= Source records =
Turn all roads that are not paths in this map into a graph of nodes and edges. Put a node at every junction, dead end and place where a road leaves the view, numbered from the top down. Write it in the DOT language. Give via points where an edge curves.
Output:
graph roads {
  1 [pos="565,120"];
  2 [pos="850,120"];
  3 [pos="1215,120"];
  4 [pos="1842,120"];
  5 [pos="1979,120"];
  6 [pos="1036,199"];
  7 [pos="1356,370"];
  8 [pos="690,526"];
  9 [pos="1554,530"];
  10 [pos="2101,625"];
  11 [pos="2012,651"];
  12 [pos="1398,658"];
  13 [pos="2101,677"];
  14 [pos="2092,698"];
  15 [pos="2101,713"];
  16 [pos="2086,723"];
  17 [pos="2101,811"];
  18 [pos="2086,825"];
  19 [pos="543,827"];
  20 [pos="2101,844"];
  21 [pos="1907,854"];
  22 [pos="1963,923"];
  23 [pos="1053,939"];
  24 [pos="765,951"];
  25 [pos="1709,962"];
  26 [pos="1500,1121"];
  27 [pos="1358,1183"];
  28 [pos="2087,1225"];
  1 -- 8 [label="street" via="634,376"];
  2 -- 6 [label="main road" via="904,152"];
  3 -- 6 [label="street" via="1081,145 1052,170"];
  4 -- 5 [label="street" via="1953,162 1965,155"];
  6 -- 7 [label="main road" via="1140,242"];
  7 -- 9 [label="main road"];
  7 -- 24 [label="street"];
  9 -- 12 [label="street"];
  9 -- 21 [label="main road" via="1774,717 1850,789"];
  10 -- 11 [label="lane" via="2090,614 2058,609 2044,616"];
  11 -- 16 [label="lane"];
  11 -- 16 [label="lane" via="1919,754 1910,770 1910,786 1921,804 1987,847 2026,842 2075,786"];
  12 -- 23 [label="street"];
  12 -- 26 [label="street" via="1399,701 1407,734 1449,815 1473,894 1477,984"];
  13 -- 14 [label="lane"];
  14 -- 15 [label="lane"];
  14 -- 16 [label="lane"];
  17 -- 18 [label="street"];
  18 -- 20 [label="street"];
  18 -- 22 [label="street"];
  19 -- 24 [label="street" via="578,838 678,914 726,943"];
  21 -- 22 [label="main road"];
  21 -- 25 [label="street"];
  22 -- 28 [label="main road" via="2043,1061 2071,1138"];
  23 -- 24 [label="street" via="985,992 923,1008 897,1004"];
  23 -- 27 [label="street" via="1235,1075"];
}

= What to do =
Filter the records above for lines with "graph".

= Your response =
Turn all roads that are not paths in this map into a graph of nodes and edges. Put a node at every junction, dead end and place where a road leaves the view, numbered from the top down. Write it in the DOT language. Give via points where an edge curves.
graph roads {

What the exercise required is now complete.